### The problem
Pull every line containing "that" out of the material below.

### Study material
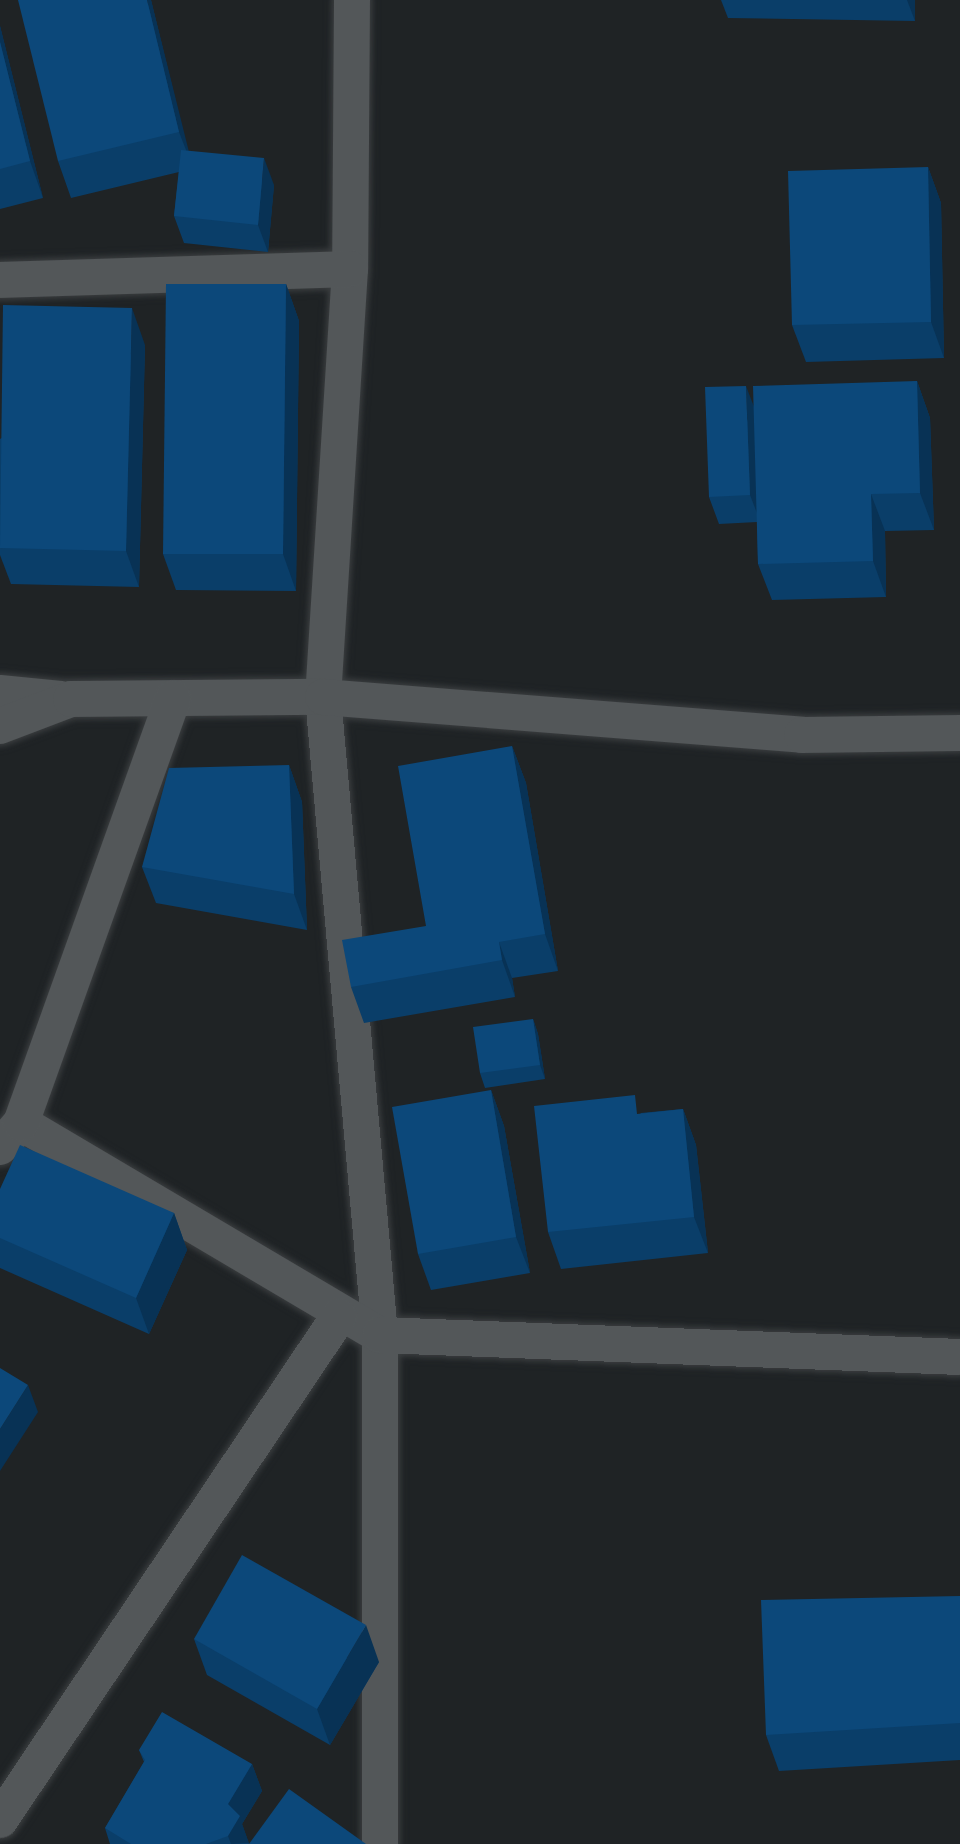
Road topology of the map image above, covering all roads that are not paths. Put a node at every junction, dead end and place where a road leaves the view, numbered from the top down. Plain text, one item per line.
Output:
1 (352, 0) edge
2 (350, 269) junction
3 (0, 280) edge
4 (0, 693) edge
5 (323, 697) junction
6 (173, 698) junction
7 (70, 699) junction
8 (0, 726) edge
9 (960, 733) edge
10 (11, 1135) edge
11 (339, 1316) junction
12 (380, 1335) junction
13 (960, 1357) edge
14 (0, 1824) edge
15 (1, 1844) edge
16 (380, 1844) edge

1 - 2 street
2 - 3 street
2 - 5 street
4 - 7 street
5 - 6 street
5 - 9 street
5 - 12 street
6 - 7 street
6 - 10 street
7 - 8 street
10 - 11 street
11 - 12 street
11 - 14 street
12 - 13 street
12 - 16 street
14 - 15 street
--
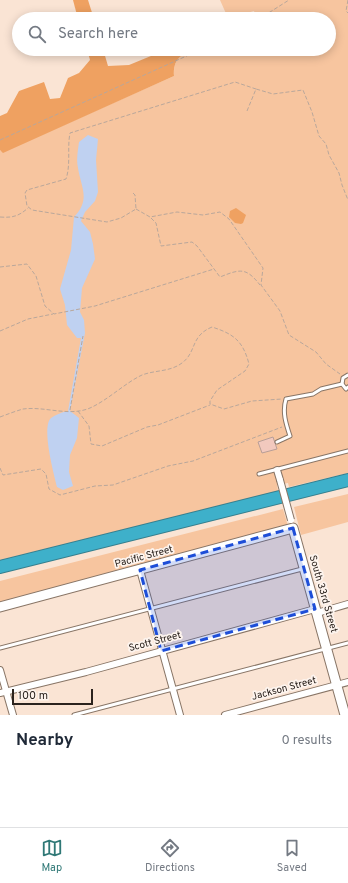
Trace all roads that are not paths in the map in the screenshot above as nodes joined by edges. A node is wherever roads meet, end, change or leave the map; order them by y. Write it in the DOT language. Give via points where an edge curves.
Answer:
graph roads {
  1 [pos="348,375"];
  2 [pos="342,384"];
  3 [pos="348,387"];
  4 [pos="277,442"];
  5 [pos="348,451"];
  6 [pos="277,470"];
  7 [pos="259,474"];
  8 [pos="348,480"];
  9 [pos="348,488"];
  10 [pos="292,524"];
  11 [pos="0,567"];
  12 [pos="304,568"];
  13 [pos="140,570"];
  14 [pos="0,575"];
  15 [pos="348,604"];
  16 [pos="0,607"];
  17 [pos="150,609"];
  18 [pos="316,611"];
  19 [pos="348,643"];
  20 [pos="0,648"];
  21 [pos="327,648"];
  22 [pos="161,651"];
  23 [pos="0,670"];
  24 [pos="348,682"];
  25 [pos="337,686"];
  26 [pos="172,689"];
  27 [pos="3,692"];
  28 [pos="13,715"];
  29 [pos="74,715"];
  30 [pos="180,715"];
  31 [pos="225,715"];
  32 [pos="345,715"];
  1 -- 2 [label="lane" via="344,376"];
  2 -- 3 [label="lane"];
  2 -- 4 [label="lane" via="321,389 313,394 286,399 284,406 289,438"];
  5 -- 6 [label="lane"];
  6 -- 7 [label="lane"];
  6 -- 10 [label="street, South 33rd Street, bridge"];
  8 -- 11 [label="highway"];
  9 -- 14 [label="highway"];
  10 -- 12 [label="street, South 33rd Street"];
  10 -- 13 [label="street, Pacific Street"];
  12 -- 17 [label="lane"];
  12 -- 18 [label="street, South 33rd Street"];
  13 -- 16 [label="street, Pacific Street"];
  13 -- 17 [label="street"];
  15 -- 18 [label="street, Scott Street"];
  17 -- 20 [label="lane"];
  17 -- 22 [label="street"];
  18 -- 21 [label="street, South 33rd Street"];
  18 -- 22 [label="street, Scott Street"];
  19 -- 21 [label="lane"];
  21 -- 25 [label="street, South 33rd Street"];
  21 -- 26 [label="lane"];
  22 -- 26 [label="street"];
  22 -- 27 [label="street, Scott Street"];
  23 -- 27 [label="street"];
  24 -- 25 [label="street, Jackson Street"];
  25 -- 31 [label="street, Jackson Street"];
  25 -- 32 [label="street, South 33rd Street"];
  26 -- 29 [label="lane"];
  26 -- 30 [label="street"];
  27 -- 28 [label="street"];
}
==
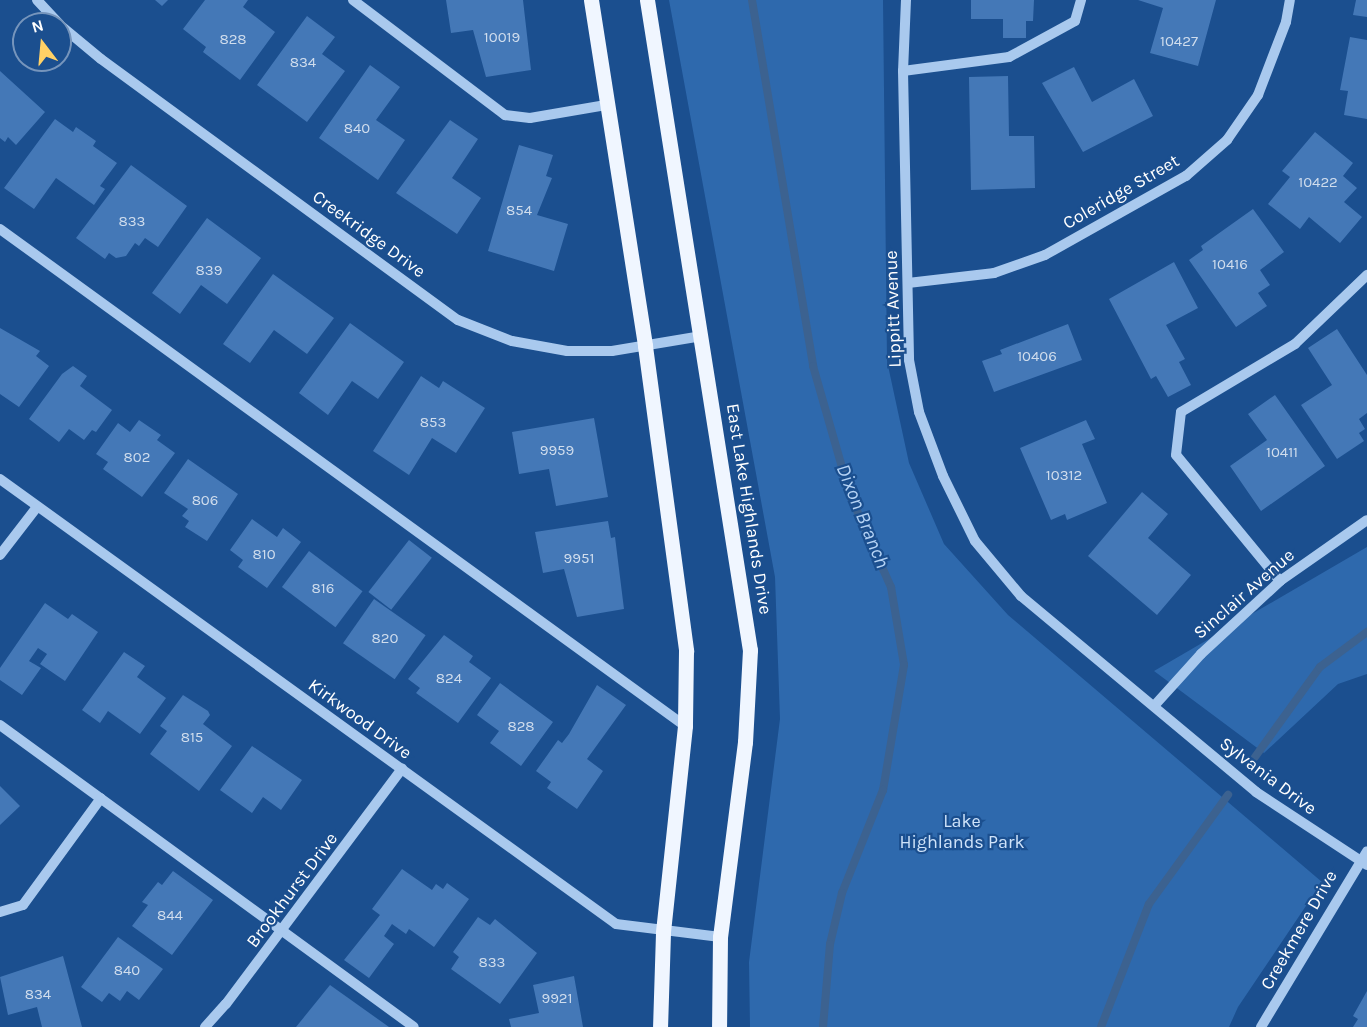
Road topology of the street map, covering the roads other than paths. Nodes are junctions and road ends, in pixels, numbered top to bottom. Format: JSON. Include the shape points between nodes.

### Your response
Road topology of the map image above, covering all roads that are not paths. Put a node at every junction, dead end and place where a road leaves the view, numbered from the top down. Plain text, one item per line.
Trace all roads that are not paths in the map in the screenshot above as nodes joined by edges. A node is wherever roads meet, end, change or leave the map; order them by y. Write it in the DOT language. Give via points where an edge curves.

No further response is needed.